TASK DESCRIPTION:
Go line by line through the entries and show those that hold the string "School".

Segment Start: TASK INPUTS

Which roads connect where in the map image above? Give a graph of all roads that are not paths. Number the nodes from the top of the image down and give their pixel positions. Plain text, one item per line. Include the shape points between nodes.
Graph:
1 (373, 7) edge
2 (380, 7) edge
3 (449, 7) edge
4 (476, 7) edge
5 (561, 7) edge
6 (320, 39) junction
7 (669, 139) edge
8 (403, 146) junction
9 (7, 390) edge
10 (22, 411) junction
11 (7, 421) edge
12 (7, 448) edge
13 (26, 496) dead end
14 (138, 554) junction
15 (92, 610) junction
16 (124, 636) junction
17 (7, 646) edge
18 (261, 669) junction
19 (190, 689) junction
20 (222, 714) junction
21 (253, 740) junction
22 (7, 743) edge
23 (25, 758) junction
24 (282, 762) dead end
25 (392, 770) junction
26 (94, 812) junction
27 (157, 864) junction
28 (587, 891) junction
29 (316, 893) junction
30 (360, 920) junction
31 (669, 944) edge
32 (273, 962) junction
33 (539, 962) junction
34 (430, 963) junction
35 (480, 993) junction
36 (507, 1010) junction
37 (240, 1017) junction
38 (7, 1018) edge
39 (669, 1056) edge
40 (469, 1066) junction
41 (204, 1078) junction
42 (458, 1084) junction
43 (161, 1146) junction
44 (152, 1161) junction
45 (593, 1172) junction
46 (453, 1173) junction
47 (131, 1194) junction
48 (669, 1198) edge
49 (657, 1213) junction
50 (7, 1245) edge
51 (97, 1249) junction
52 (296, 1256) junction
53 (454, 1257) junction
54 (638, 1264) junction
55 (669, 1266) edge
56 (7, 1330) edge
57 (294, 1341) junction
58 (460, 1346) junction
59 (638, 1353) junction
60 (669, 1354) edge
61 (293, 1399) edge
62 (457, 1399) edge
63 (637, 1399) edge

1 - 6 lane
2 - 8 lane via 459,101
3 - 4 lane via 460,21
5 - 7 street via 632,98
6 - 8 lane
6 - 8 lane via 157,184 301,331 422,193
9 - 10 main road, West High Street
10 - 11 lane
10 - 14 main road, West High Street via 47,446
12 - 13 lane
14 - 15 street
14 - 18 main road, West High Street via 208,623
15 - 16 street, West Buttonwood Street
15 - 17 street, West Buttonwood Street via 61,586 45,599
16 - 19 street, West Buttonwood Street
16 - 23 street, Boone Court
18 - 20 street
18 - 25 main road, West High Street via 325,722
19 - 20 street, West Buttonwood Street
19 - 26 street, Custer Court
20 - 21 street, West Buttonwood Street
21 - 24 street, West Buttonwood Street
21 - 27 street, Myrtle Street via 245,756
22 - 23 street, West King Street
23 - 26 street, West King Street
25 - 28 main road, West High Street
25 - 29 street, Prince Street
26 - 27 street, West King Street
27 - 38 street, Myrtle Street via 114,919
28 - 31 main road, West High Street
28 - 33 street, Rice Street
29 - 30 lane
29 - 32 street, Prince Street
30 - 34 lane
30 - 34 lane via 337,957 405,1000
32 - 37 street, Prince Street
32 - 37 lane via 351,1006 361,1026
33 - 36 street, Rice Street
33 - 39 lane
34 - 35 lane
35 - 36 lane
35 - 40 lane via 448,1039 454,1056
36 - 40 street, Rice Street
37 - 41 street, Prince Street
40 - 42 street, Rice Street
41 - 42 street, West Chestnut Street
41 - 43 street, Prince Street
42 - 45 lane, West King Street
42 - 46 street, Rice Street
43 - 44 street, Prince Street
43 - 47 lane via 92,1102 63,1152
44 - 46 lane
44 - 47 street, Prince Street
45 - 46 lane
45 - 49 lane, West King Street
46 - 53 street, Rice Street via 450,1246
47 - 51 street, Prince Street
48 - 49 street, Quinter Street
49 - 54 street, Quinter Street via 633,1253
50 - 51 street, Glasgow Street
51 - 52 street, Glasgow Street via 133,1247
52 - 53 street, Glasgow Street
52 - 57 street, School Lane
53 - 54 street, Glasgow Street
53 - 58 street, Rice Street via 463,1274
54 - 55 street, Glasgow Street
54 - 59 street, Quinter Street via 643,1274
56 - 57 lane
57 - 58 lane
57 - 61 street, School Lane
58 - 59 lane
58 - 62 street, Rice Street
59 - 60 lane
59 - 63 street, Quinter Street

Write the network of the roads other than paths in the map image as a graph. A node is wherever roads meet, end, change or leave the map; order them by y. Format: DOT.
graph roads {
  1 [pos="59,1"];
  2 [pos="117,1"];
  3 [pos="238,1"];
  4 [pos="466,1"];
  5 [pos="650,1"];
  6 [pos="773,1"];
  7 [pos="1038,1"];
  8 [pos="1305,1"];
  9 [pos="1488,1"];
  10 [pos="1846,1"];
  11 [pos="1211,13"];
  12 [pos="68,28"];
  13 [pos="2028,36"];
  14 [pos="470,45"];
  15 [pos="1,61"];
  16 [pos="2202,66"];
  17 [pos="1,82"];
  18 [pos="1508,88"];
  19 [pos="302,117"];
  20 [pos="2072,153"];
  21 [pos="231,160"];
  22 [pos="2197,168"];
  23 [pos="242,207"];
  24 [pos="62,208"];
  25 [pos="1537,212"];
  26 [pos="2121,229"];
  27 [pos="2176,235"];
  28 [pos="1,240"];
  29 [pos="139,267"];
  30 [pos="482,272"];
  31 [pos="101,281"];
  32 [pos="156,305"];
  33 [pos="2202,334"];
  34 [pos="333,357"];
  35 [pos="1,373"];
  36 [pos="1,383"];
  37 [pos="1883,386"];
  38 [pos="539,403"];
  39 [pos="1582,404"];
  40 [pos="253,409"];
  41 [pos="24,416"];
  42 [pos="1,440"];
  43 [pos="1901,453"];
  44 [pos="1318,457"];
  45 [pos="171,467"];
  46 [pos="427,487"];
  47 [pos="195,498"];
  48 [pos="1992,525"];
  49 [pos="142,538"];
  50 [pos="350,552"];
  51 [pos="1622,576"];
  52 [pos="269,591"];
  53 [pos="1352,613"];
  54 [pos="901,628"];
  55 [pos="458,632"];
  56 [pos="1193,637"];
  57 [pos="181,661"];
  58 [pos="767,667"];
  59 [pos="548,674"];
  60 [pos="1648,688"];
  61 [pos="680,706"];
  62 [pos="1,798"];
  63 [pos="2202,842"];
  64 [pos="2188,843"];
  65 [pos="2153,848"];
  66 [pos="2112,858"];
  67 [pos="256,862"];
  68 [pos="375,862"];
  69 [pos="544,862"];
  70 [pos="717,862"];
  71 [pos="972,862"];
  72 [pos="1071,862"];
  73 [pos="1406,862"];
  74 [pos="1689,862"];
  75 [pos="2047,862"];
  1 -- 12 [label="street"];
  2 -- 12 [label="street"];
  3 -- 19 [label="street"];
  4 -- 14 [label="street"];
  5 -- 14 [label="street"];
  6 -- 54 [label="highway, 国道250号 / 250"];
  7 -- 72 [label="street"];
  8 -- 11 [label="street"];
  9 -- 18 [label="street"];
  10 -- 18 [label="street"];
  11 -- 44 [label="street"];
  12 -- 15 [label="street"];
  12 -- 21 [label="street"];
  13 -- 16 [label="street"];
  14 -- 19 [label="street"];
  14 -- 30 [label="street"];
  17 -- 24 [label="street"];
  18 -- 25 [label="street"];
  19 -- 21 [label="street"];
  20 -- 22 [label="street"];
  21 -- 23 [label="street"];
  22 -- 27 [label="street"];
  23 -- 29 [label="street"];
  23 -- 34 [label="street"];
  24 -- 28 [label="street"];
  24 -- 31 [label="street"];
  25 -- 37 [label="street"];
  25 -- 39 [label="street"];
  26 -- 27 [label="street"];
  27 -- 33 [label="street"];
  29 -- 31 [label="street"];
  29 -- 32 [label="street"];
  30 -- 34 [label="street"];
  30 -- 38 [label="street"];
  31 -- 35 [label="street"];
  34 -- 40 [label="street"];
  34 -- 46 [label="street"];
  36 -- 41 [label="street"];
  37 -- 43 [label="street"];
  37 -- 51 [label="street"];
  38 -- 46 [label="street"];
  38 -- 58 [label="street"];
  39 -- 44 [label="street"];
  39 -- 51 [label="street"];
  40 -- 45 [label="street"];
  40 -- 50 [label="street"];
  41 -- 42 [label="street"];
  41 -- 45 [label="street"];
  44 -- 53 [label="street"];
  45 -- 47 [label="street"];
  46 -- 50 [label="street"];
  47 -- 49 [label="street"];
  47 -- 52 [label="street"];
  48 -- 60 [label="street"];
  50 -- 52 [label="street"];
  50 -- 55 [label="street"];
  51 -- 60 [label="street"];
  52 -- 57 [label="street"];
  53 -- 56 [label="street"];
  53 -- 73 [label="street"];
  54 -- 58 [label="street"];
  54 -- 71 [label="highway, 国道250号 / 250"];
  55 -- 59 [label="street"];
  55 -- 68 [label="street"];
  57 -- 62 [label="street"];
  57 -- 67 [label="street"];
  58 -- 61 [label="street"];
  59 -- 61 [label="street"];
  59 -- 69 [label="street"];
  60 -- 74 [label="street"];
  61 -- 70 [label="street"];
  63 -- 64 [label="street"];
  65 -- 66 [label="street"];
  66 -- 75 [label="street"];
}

Segment End: TASK INPUTS

ANSWER TO THIS EXERCISE:
52 - 57 street, School Lane
57 - 61 street, School Lane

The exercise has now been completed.